A Trilateral Perspective
Edited by Josef Drexl and Nari Lee
Chapter 2: Patentability of pharmaceutical innovations: the European perspective
The field of pharmaceutical inventions is undoubtedly one of the core areas of patent law. In view of the high economic interests involved, innovating companies intensely struggle for strong and far-reaching industrial property protection and use patents as essential tools in order to generate market exclusivity. Since what is at stake is human health and public welfare, society looks at these attempts with mixed feelings. On the one hand, it is widely agreed that sound legislative policy reasons demand that patent law should pursue its intrinsic goal of promoting innovation in this as in other areas in order to assist the development of new pharmaceutical products. On the other hand, striving for profit maximization may come into conflict with society’s call for providing affordable medicine to patients and with the freedom of medical practitioners in the exercise of their profession.

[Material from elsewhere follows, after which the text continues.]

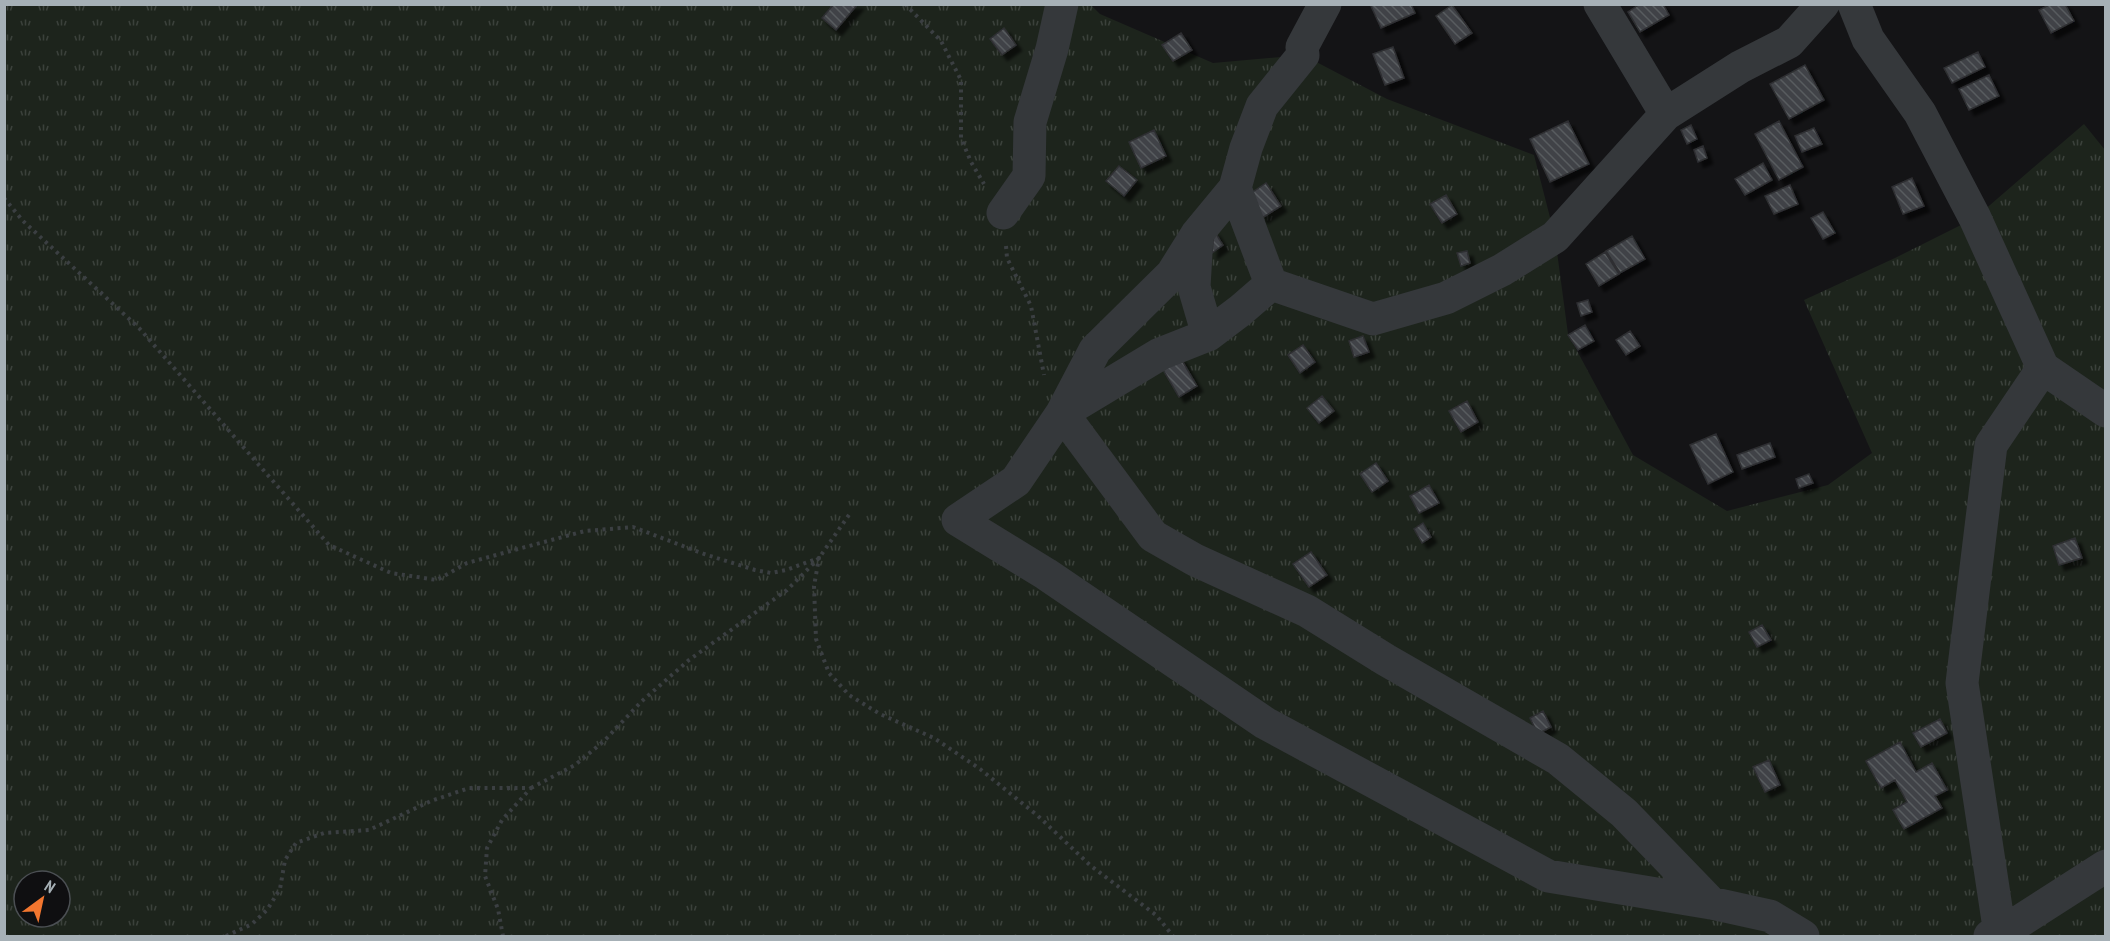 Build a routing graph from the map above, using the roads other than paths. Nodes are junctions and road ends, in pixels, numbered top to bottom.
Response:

Certainly, patent law does not stand alone in regulating pharmaceutical innovation. Legal systems usually distribute this task to different areas of law. Whereas some of them are conceived to encourage innovation, others – such as competition law and marketing regulations – are aimed at providing the necessary safeguards and controls. Nevertheless, patent law takes its share of the workload and many of its provisions either specifically address certain aspects of pharmaceutical inventions or are of particular importance for them. This contribution aims at analysing the challenges posed by pharmaceutical inventions from the perspective of European patent law. As is well known, this legal framework is a rather complex one, due to its incomplete degree of uniformity and harmonization.